Stored data:
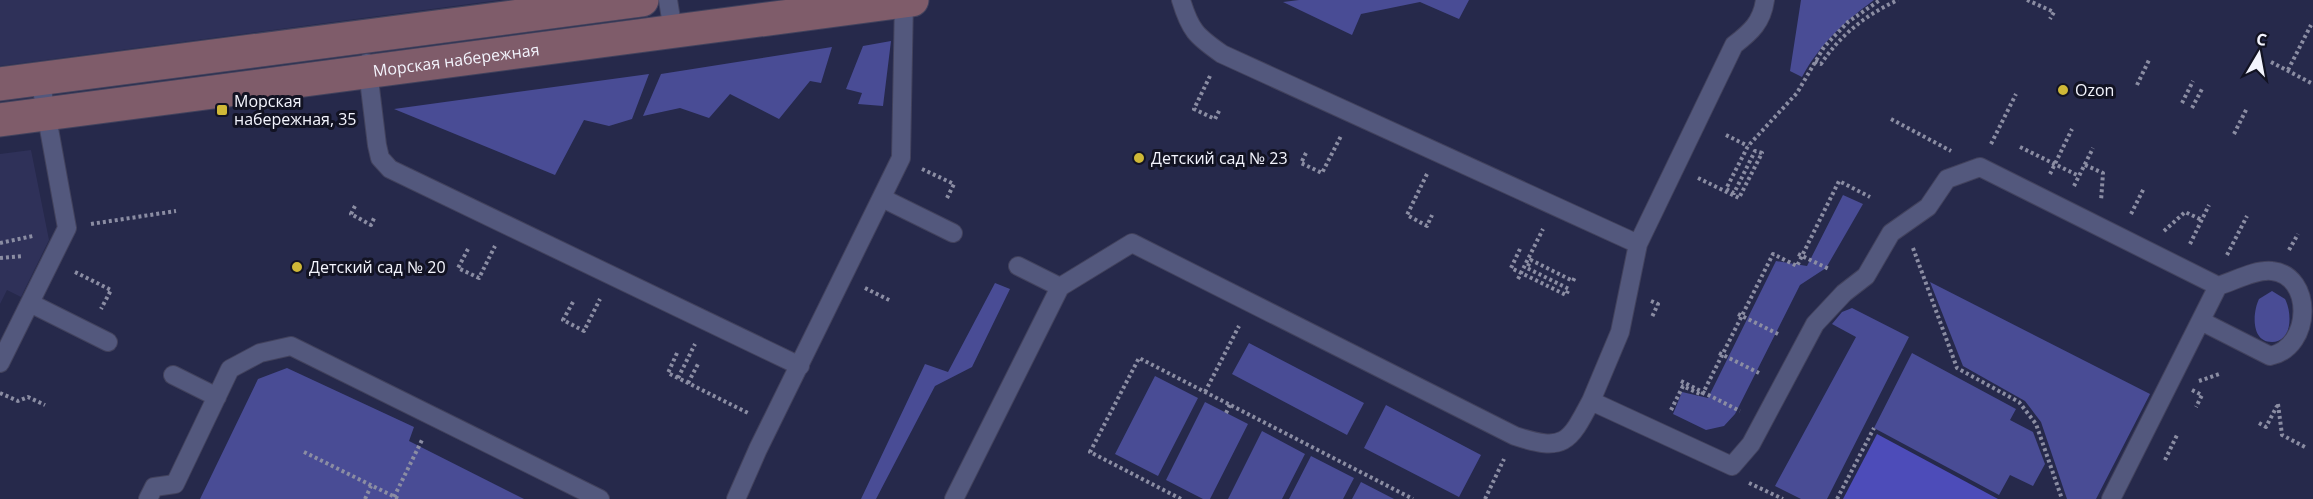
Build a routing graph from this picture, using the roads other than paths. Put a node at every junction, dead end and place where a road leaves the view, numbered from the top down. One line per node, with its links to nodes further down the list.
1 (642, 0): 8 (street)
2 (907, 0): 5 (street, Морская набережная); 14 (lane)
3 (1181, 0): 16 (lane)
4 (1765, 0): 16 (lane)
5 (844, 4): 6 (street, Морская набережная)
6 (760, 10): 7 (street, Морская набережная)
7 (670, 15): 9 (street, Морская набережная)
8 (363, 37): 9 (lane); 10 (street)
9 (369, 71): 12 (street, Морская набережная); 24 (lane)
10 (40, 79): 11 (street); 12 (lane)
11 (0, 84)
12 (45, 115): 13 (street, Морская набережная); 20 (lane)
13 (0, 120)
14 (882, 198): 15 (lane); 24 (lane)
15 (953, 233)
16 (1638, 244): 27 (lane)
17 (1018, 266): 19 (lane)
18 (2218, 286): 21 (lane); 21 (lane); 27 (lane)
19 (1060, 287): 27 (lane); 31 (lane)
20 (30, 303): 22 (lane); 23 (lane)
21 (2200, 321): 32 (lane)
22 (108, 342)
23 (0, 363)
24 (800, 366): 30 (lane)
25 (173, 375): 26 (lane)
26 (217, 397): 28 (lane); 29 (lane)
27 (1591, 400)
28 (148, 499)
29 (600, 499)
30 (736, 499)
31 (954, 499)
32 (2111, 499)

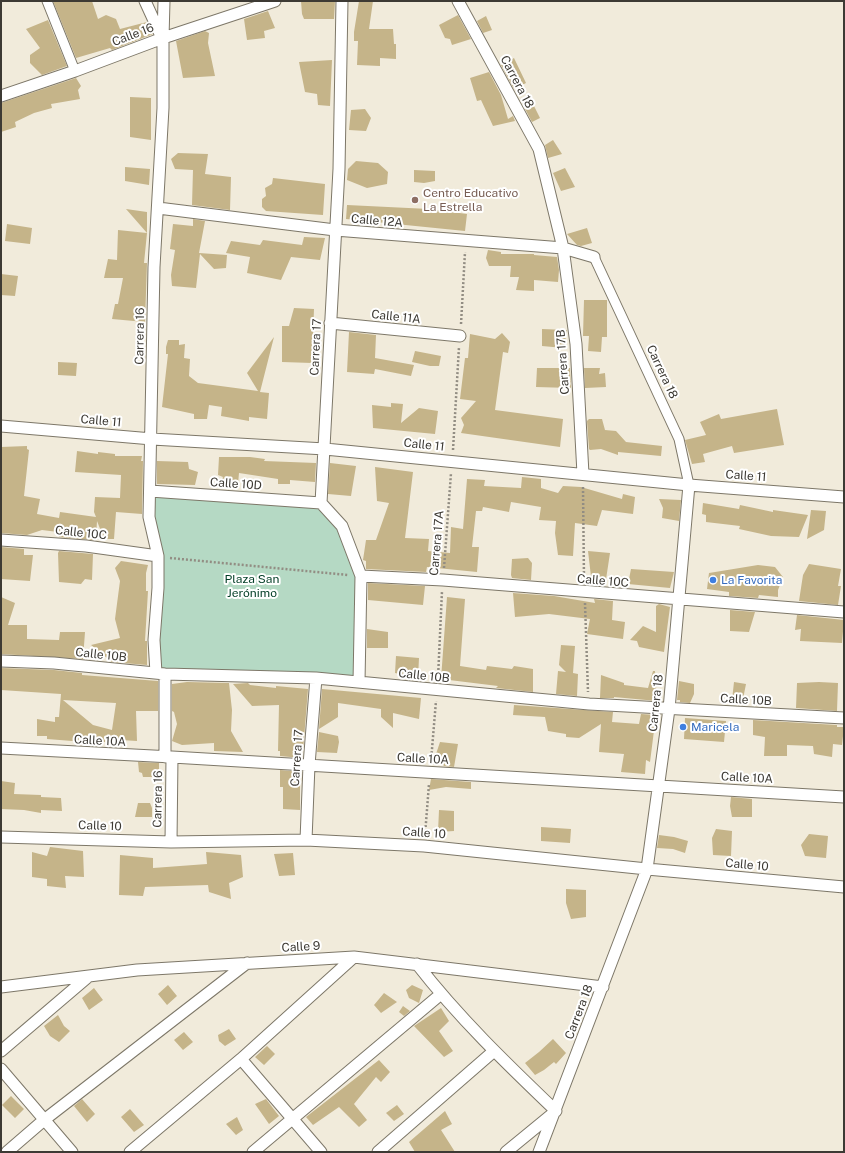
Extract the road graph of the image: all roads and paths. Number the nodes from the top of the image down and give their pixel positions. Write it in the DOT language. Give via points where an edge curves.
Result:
graph roads {
  1 [pos="47,1"];
  2 [pos="145,1"];
  3 [pos="164,1"];
  4 [pos="275,1"];
  5 [pos="342,1"];
  6 [pos="458,1"];
  7 [pos="162,38"];
  8 [pos="75,71"];
  9 [pos="1,96"];
  10 [pos="158,208"];
  11 [pos="335,230"];
  12 [pos="466,242"];
  13 [pos="563,248"];
  14 [pos="594,257"];
  15 [pos="330,323"];
  16 [pos="460,336"];
  17 [pos="1,426"];
  18 [pos="152,439"];
  19 [pos="325,449"];
  20 [pos="452,461"];
  21 [pos="583,474"];
  22 [pos="689,485"];
  23 [pos="150,491"];
  24 [pos="844,497"];
  25 [pos="321,503"];
  26 [pos="1,540"];
  27 [pos="158,556"];
  28 [pos="361,576"];
  29 [pos="443,580"];
  30 [pos="679,600"];
  31 [pos="844,612"];
  32 [pos="1,661"];
  33 [pos="161,674"];
  34 [pos="316,678"];
  35 [pos="359,682"];
  36 [pos="437,690"];
  37 [pos="669,709"];
  38 [pos="844,718"];
  39 [pos="1,748"];
  40 [pos="169,757"];
  41 [pos="309,765"];
  42 [pos="430,772"];
  43 [pos="659,786"];
  44 [pos="844,797"];
  45 [pos="1,837"];
  46 [pos="306,840"];
  47 [pos="171,842"];
  48 [pos="424,846"];
  49 [pos="647,869"];
  50 [pos="844,887"];
  51 [pos="354,957"];
  52 [pos="247,963"];
  53 [pos="417,964"];
  54 [pos="89,976"];
  55 [pos="1,986"];
  56 [pos="603,987"];
  57 [pos="441,994"];
  58 [pos="1,1051"];
  59 [pos="494,1051"];
  60 [pos="241,1059"];
  61 [pos="1,1069"];
  62 [pos="556,1111"];
  63 [pos="292,1119"];
  64 [pos="44,1120"];
  65 [pos="7,1152"];
  66 [pos="72,1152"];
  67 [pos="130,1152"];
  68 [pos="253,1152"];
  69 [pos="321,1152"];
  70 [pos="378,1152"];
  71 [pos="506,1152"];
  72 [pos="539,1152"];
  1 -- 8 [label="street"];
  2 -- 7 [label="street, Carrera 16"];
  3 -- 7 [label="street"];
  4 -- 7 [label="street, Calle 16"];
  5 -- 11 [label="street, Carrera 17" via="339,169"];
  6 -- 13 [label="street, Carrera 18" via="539,150"];
  7 -- 8 [label="street, Calle 16"];
  7 -- 10 [label="street, Carrera 16" via="164,108"];
  8 -- 9 [label="street, Calle 16"];
  10 -- 11 [label="street, Calle 12A"];
  10 -- 18 [label="street, Carrera 16" via="154,267"];
  11 -- 12 [label="street, Calle 12A"];
  11 -- 15 [label="street, Carrera 17"];
  12 -- 13 [label="street, Calle 12A"];
  12 -- 16 [label="path, Carrera 17A"];
  13 -- 14 [label="street, Calle 12A"];
  13 -- 21 [label="street, Carrera 17B" via="576,344"];
  14 -- 22 [label="street, Carrera 18" via="679,439"];
  15 -- 16 [label="street, Calle 11A"];
  15 -- 19 [label="street, Carrera 17"];
  16 -- 20 [label="path, Carrera 17A"];
  17 -- 18 [label="street, Calle 11"];
  18 -- 19 [label="street, Calle 11"];
  18 -- 23 [label="street, Carrera 16"];
  19 -- 20 [label="street, Calle 11"];
  19 -- 25 [label="street, Carrera 17"];
  20 -- 21 [label="street, Calle 11"];
  20 -- 29 [label="path, Carrera 17A"];
  21 -- 22 [label="street, Calle 11"];
  22 -- 24 [label="street, Calle 11"];
  22 -- 30 [label="street, Carrera 18"];
  23 -- 25 [label="street, Calle 10D"];
  23 -- 27 [label="street, Carrera 16" via="149,517"];
  25 -- 28 [label="street" via="342,526"];
  26 -- 27 [label="street, Calle 10C" via="86,546"];
  27 -- 28 [label="path"];
  27 -- 33 [label="street, Carrera 16" via="154,640"];
  28 -- 29 [label="street, Calle 10C"];
  28 -- 35 [label="street"];
  29 -- 30 [label="street, Calle 10C"];
  29 -- 36 [label="path, Carrera 17A"];
  30 -- 31 [label="street, Calle 10C"];
  30 -- 37 [label="street, Carrera 18"];
  32 -- 33 [label="street, Calle 10B" via="54,663"];
  33 -- 34 [label="street, Calle 10B"];
  33 -- 40 [label="street, Carrera 16"];
  34 -- 35 [label="street, Calle 10B"];
  34 -- 41 [label="street, Carrera 17"];
  35 -- 36 [label="street, Calle 10B"];
  36 -- 37 [label="street, Calle 10B"];
  36 -- 42 [label="path, Carrera 17A"];
  37 -- 38 [label="street, Calle 10B"];
  37 -- 43 [label="street, Carrera 18"];
  39 -- 40 [label="street, Calle 10A"];
  40 -- 41 [label="street, Calle 10A"];
  40 -- 47 [label="street, Carrera 16"];
  41 -- 42 [label="street, Calle 10A"];
  41 -- 46 [label="street, Carrera 17"];
  42 -- 43 [label="street, Calle 10A"];
  42 -- 48 [label="path, Carrera 17A"];
  43 -- 44 [label="street, Calle 10A"];
  43 -- 49 [label="street, Carrera 18"];
  45 -- 47 [label="street, Calle 10"];
  46 -- 47 [label="street, Calle 10"];
  46 -- 48 [label="street, Calle 10"];
  48 -- 49 [label="street, Calle 10"];
  49 -- 50 [label="street, Calle 10"];
  49 -- 56 [label="street, Carrera 18"];
  51 -- 52 [label="street, Calle 9"];
  51 -- 53 [label="street, Calle 9"];
  51 -- 60 [label="street"];
  52 -- 54 [label="street, Calle 9" via="137,970"];
  52 -- 64 [label="street"];
  53 -- 56 [label="street, Calle 9"];
  53 -- 57 [label="street"];
  54 -- 55 [label="street, Calle 9"];
  54 -- 58 [label="street"];
  56 -- 62 [label="street, Carrera 18"];
  57 -- 59 [label="street"];
  57 -- 63 [label="street"];
  59 -- 62 [label="street"];
  59 -- 70 [label="street"];
  60 -- 63 [label="street"];
  60 -- 67 [label="street"];
  61 -- 64 [label="street"];
  62 -- 71 [label="street"];
  62 -- 72 [label="street, Carrera 18"];
  63 -- 68 [label="street"];
  63 -- 69 [label="street"];
  64 -- 65 [label="street"];
  64 -- 66 [label="street"];
}
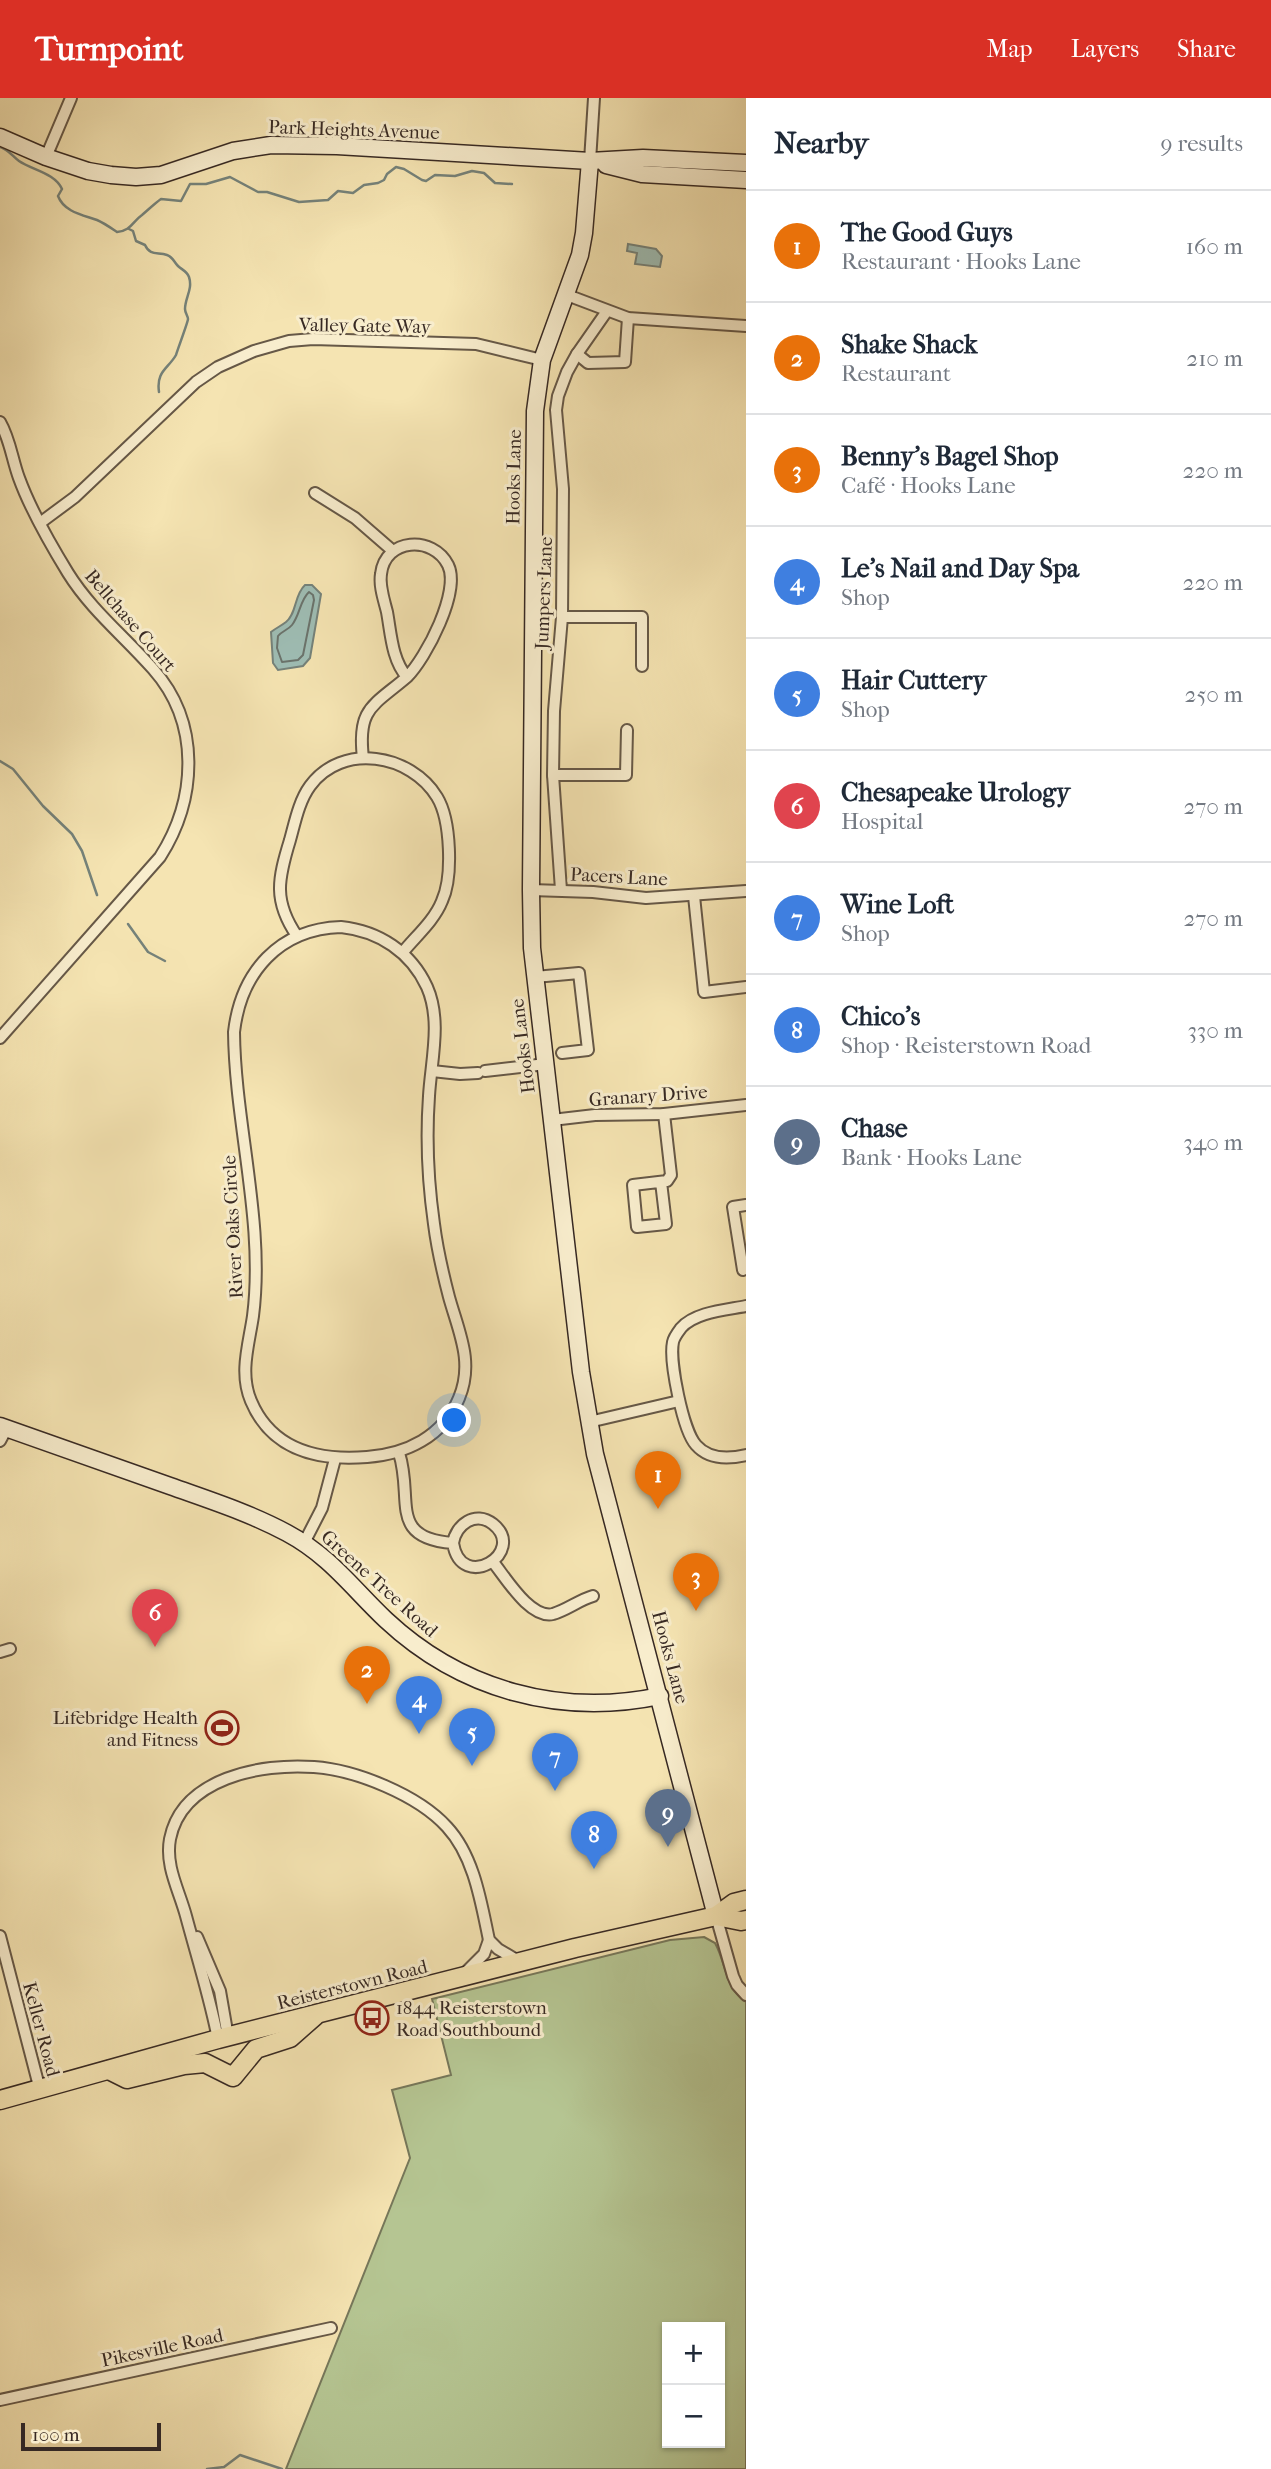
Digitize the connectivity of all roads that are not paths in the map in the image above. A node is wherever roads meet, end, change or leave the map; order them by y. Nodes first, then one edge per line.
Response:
1 (71, 98) edge
2 (594, 98) edge
3 (0, 137) edge
4 (46, 157) junction
5 (590, 161) junction
6 (714, 162) junction
7 (746, 163) edge
8 (669, 175) junction
9 (746, 178) edge
10 (566, 295) junction
11 (607, 311) junction
12 (628, 318) junction
13 (746, 326) edge
14 (577, 354) junction
15 (542, 360) junction
16 (0, 422) edge
17 (315, 493) dead end
18 (40, 523) junction
19 (393, 551) junction
20 (562, 617) junction
21 (642, 666) dead end
22 (407, 677) junction
23 (627, 730) dead end
24 (363, 758) junction
25 (553, 775) junction
26 (531, 890) junction
27 (561, 890) junction
28 (746, 891) edge
29 (694, 895) junction
30 (297, 936) junction
31 (402, 951) junction
32 (535, 977) junction
33 (746, 987) edge
34 (0, 1038) edge
35 (562, 1053) dead end
36 (546, 1064) junction
37 (432, 1070) junction
38 (746, 1105) edge
39 (664, 1114) junction
40 (552, 1120) junction
41 (661, 1182) junction
42 (746, 1205) edge
43 (743, 1270) dead end
44 (746, 1306) edge
45 (679, 1401) junction
46 (589, 1422) junction
47 (2, 1432) edge
48 (399, 1453) junction
49 (746, 1455) edge
50 (335, 1459) junction
51 (304, 1543) junction
52 (453, 1543) junction
53 (493, 1562) junction
54 (593, 1596) dead end
55 (660, 1696) junction
56 (746, 1900) edge
57 (716, 1916) junction
58 (746, 1920) edge
59 (0, 1936) edge
60 (489, 1940) junction
61 (520, 1962) junction
62 (461, 1977) junction
63 (746, 1996) edge
64 (316, 2015) junction
65 (223, 2038) junction
66 (108, 2070) junction
67 (40, 2090) junction
68 (0, 2100) edge
69 (331, 2328) dead end
70 (0, 2400) edge

1 - 4 street
2 - 5 street
3 - 4 street, Park Heights Avenue
4 - 5 street, Park Heights Avenue
5 - 6 street, Park Heights Avenue
5 - 8 street, Park Heights Avenue
5 - 10 street, Hooks Lane
6 - 7 street, Park Heights Avenue
6 - 8 street
6 - 9 street
8 - 9 street, Park Heights Avenue
10 - 11 street
10 - 15 street, Hooks Lane
11 - 12 street
11 - 14 street, Jumpers Lane
12 - 13 street
12 - 14 street
14 - 20 street, Jumpers Lane
15 - 18 street, Valley Gate Way
15 - 26 street, Hooks Lane
16 - 18 street, Bellchase Court
17 - 19 street
18 - 34 street, Bellchase Court
19 - 22 street
19 - 22 street
20 - 21 street
20 - 25 street, Jumpers Lane
22 - 24 street
23 - 25 street
24 - 30 street
24 - 31 street
25 - 27 street, Jumpers Lane
26 - 27 street, Pacers Lane
26 - 32 street, Hooks Lane
27 - 29 street, Pacers Lane
28 - 29 street, Pacers Lane
29 - 33 street
30 - 31 street, River Oaks Circle
30 - 50 street, River Oaks Circle
31 - 37 street, River Oaks Circle
32 - 35 street
32 - 36 street, Hooks Lane
36 - 37 street
36 - 40 street, Hooks Lane
37 - 48 street, River Oaks Circle
38 - 39 street, Granary Drive
39 - 40 street, Granary Drive
39 - 41 street
40 - 46 street, Hooks Lane
41 - 41 street
42 - 43 street
44 - 45 street
45 - 46 street
45 - 49 street
46 - 55 street, Hooks Lane
47 - 51 street, Greene Tree Road
48 - 50 street, River Oaks Circle
48 - 52 street
50 - 51 street
51 - 55 street, Greene Tree Road
52 - 53 street
52 - 53 street
53 - 54 street
55 - 57 street, Hooks Lane
56 - 57 main road, Reisterstown Road
57 - 58 main road, Reisterstown Road
57 - 61 main road, Reisterstown Road
57 - 63 street
59 - 67 street, Keller Road
60 - 61 street
60 - 62 street
60 - 65 street
61 - 62 main road, Reisterstown Road
62 - 64 main road, Reisterstown Road
64 - 65 main road, Reisterstown Road
64 - 66 main road
65 - 66 main road, Reisterstown Road
66 - 67 main road, Reisterstown Road
67 - 68 main road, Reisterstown Road
69 - 70 street, Pikesville Road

HOW TO COMPLETE THIS TASK
From the records above, return each line that includes "River".

EXERCISE RESPONSE
30 - 31 street, River Oaks Circle
30 - 50 street, River Oaks Circle
31 - 37 street, River Oaks Circle
37 - 48 street, River Oaks Circle
48 - 50 street, River Oaks Circle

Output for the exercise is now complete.